▶ To do
Report every line below that carries the word "mouth".
------ Provided records ------
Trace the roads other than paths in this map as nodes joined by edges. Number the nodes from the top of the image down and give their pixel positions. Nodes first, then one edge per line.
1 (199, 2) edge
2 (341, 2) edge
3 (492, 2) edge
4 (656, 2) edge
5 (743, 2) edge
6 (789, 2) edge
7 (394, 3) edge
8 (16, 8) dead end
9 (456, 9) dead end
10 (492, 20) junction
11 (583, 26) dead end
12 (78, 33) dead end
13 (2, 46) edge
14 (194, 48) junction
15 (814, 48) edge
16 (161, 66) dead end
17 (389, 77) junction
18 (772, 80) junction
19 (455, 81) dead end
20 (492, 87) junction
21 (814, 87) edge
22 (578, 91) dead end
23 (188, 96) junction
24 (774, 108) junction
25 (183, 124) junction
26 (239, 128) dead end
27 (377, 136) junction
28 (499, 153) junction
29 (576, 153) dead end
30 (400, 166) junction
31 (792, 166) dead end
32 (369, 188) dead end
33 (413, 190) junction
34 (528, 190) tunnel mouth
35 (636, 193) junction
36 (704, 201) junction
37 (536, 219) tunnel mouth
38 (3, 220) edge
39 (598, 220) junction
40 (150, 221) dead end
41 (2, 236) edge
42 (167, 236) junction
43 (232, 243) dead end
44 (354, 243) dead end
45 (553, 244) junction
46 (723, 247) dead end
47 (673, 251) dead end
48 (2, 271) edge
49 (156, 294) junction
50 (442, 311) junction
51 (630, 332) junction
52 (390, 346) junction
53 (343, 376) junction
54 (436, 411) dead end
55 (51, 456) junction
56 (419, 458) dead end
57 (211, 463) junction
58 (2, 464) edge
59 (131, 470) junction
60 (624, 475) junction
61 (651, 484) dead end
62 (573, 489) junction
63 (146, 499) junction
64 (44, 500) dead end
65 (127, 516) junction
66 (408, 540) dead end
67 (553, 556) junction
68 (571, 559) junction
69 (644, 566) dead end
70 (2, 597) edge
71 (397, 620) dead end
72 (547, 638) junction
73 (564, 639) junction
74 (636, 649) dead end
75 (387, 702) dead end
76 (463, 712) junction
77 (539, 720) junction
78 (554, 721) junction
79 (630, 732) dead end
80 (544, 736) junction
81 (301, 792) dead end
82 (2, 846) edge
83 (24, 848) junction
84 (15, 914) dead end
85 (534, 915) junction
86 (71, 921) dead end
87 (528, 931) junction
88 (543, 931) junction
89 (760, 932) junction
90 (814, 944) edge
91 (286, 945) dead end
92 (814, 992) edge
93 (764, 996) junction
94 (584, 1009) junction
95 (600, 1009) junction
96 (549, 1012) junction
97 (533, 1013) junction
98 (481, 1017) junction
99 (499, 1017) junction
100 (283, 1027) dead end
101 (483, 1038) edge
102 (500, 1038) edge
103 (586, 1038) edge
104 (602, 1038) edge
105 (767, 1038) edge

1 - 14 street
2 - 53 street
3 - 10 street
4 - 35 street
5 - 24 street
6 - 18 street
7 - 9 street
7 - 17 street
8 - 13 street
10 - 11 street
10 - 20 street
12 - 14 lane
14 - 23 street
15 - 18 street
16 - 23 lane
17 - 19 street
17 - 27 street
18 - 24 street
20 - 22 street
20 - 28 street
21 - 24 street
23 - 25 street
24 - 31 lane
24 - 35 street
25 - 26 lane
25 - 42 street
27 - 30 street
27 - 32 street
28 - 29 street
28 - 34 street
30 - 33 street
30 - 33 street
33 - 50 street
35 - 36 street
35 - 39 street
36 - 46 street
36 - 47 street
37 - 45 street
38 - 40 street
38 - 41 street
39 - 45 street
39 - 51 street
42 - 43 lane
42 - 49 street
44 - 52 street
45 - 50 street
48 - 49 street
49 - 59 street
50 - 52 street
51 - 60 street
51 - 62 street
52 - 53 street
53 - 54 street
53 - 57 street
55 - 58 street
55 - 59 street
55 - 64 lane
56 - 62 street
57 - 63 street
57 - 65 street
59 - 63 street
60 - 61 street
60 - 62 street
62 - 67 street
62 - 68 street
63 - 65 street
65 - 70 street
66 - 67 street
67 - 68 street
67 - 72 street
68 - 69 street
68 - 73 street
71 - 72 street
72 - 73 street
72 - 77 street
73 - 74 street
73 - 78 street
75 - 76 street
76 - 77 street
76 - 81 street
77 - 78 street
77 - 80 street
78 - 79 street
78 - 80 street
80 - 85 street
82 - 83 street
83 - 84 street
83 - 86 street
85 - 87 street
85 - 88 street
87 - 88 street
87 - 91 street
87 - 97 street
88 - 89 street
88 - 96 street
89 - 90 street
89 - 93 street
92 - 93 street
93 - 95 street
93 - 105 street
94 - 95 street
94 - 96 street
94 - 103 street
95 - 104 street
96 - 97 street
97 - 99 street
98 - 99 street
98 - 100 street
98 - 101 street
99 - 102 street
------
------ Provided records ------
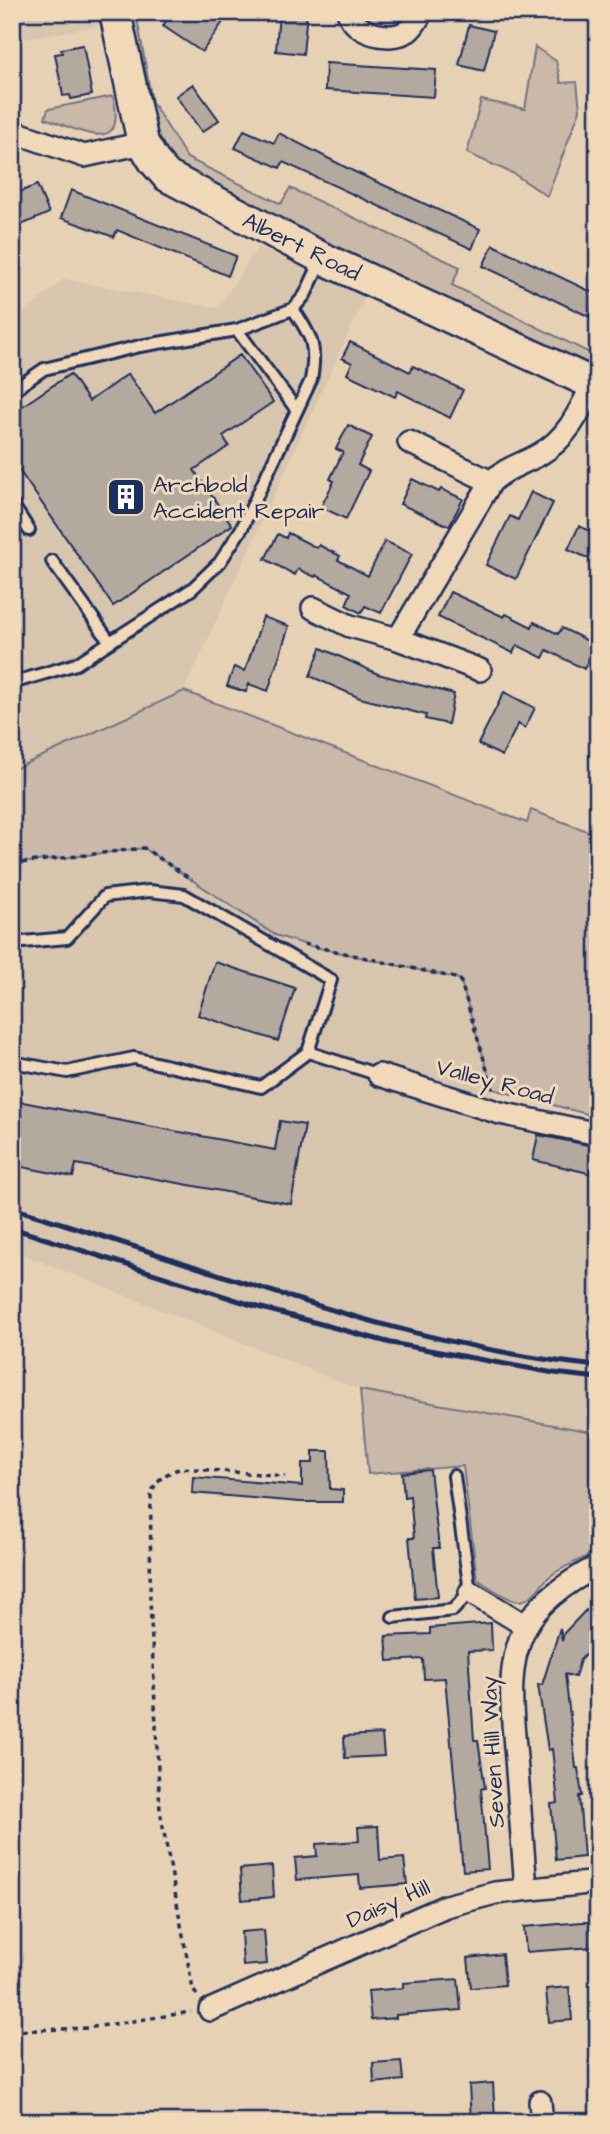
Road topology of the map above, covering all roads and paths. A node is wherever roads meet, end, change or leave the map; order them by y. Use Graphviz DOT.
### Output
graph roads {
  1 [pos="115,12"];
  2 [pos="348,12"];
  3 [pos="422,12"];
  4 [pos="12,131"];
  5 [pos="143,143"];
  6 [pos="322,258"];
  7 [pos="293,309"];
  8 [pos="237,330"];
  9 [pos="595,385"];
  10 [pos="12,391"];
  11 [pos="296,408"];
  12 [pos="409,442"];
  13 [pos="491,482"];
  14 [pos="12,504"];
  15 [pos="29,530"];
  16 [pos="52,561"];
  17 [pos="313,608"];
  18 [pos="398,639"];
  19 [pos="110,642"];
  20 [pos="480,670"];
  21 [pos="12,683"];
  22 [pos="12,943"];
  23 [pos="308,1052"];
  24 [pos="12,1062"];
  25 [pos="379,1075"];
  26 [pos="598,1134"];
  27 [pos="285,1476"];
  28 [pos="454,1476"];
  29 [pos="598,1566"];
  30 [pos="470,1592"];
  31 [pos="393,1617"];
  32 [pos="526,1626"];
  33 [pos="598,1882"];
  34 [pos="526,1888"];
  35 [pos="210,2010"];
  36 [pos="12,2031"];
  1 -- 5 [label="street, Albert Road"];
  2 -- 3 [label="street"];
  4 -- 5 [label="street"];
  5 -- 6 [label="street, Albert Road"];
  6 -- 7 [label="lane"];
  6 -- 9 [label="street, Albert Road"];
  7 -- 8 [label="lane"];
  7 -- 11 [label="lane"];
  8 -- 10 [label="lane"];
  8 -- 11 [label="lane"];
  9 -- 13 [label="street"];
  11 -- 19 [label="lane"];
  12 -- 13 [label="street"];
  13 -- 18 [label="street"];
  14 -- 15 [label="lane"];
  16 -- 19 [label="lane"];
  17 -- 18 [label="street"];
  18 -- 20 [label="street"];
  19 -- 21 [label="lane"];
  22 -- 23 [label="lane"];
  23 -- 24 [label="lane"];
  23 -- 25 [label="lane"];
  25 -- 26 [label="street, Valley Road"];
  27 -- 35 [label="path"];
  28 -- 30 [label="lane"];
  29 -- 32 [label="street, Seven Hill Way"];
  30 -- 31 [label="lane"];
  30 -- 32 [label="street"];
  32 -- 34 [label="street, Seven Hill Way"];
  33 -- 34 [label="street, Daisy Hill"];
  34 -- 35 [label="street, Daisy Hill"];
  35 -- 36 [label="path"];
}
------
▶ Written response
34 (528, 190) tunnel mouth
37 (536, 219) tunnel mouth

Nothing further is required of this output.